The drag flick expert found himself out of favour but made his way back.
VR Raghunath was only 28 when he announced his retirement from the India hockey team, ending a career which spanned a little over a decade. In that time, he had a rollercoaster ride that found him without a place in the team, gaining weight on the sidelines and then picking himself up again to cement a comeback that only he could call time on. It summed up his mental strength and resilience needed to attain success at the highest level.
Such were the attributes characterised by former India hockey defender and drag-flick expert VR Raghunath, who never let his confidence drop despite being omitted from the team at times, and made his presence felt when his team needed him the most.
Vokkaliga Ramachandra Raghunath, better known as VR Raghunath, was born in the small village of Hathur in Karnataka’s Kodagu district in 1988.
Right from when he was nine years old, Raghunath was inclined towards a career in sport with his father VS Ramachandra — a former India hockey player — being a strong influence on him in his early years.

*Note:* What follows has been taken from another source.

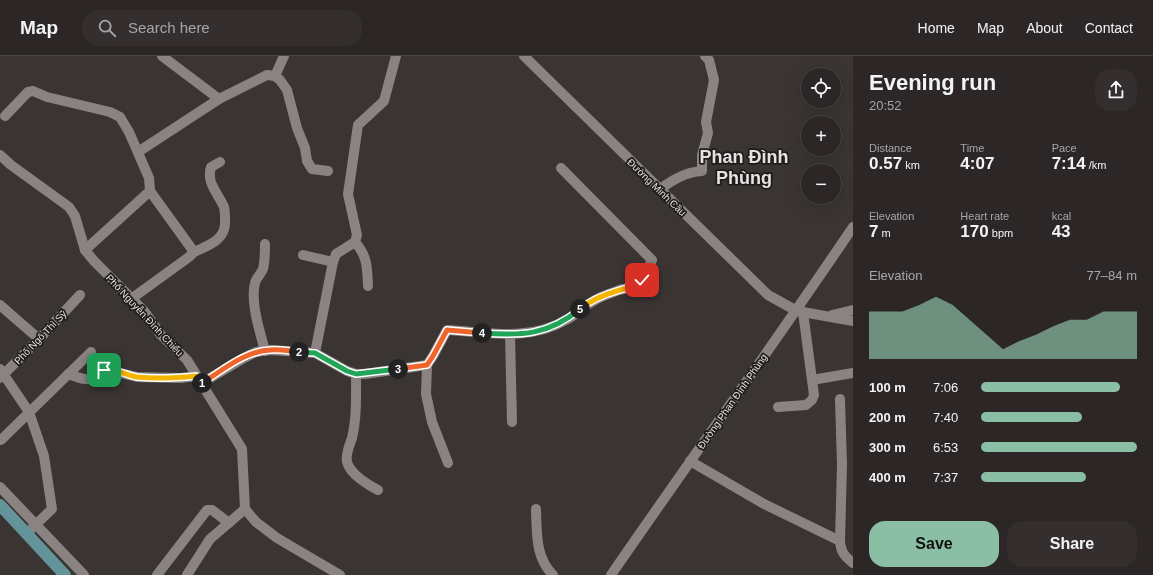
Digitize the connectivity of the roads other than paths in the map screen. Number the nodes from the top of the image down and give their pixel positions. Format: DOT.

As a youngster, he was an avid basketball as well as a hockey player; and played both at school level. However, the love for hockey slightly overpowered his craze for badminton, and right from a young age, he harboured aspirations of one day winning medals for India.
In 2003, Raghunath gave a trial at the Sports Authority of India in Bengaluru, and was subsequently picked to be part of India’s sub-junior team for the 2003 Asia Cup. The youngster made his mark as a defender in that competition and helped his side to the title.
A couple of years later, VR Raghunath made the step up to the senior India hockey team, when he was flown in as a last-minute replacement for Sandeep Singh for a bilateral series against Pakistan. He was only 17 years old at that time and was given limited game time by the Indian coach.
To bolster his chances of forging a starting berth in the India hockey team, a young Raghunath worked on his drag flicking abilities to help contribute to his side’s attack as well.
“I observed that India hadn’t had many quality drag flickers. It is one important skill required in the team to convert close games to wins. I thought that I had the build for it, and I put in extra hours under the sun, training for it,” said Raghunath.
Raghunath was then picked in the India hockey team for the 2008 Sultan Azlan Shah Cup and he proved solid in defence in that competition, helping his side claim a silver medal. Despite his best efforts though, the youngster faced stiff competition among the Indian defence, with established Indian hockey players like Sandeep Singh, Jugraj Singh and Ignace Tirkey competing for the same position.
The first few months of 2010 were some of the most challenging times for Raghunath, as he was dropped from the India hockey team just days before the FIH men’s Hockey World Cup which was to be played on home soil. He had gained a lot of weight and that was beginning to affect his fitness. Raghunath missed the 2010 Commonwealth Games as well — another tournament played on home turf where India bagged the silver medal.
The defender, though, never let his confidence drop despite the ouster and showed great resilience and dedication towards the game in a bid to make a comeback to the India hockey team. Raghunath performed brilliantly in the Indian domestic circuit, excelling in the subsequent Bhopal Senior Trials.
Within a year, the muscular defender was back in the Indian setup and had become a mainstay of the team at the 2012 London Games. The appointment of new Australian coach Michael Nobbs and physio David John also played a big role in Raghunath’s comeback to the squad and also helped the India hockey team get better results.
The India hockey team, however, struggled at the 2012 Olympics, finishing bottom of their group after conceding 18 goals in that competition. The men’s hockey team also struggled in the 2012-13 FIH Pro League, finishing the competition in sixth place.
With a string of poor performances, India were expected to struggle at the 2013 Asia Cup, with many top sides like Malaysia, Pakistan and South Korea also participating in the tournament.
However, that competition turned out to be a revelation for the team and for VR Raghunath. The defender showed his drag-flicking prowess, scoring six goals as India cruised into the final. They, however, lost a closely-contested final against South Korea 4-3 but VR Raghunath forever immortalized his stature in the India hockey scene at that 2013 Asia Cup, as he was awarded the ‘player of the tournament’ title.
VR Raghunath continued to be a vital cog of the India hockey setup and was part of the roster when India won a silver medal at the 2014 Commonwealth Games held in Glasgow and also played in the 2016 Rio Games.
For his efforts and contributions to Indian sport, the defender was conferred the prestigious Arjuna Award in 2016, alongside Indian women’s hockey player Ritu Rani.
VR Raghunath's retirement came in 2017 ending a career that produced 132 goals in 228 appearances, several international honours and medals, and leaving the Indian defence in the stable hands of Birendra Lakra, Harmanpreet Singh and Rupinder Pal Singh. Post-retirement, Raghunath has taken on the role of vice-president of the Karnataka Hockey Association.
His never say die attitude and undeterred determination helped him immortalise his stature in the India hockey camp. His story, undoubtedly, will inspire the next generation of athletes and Indian hockey players.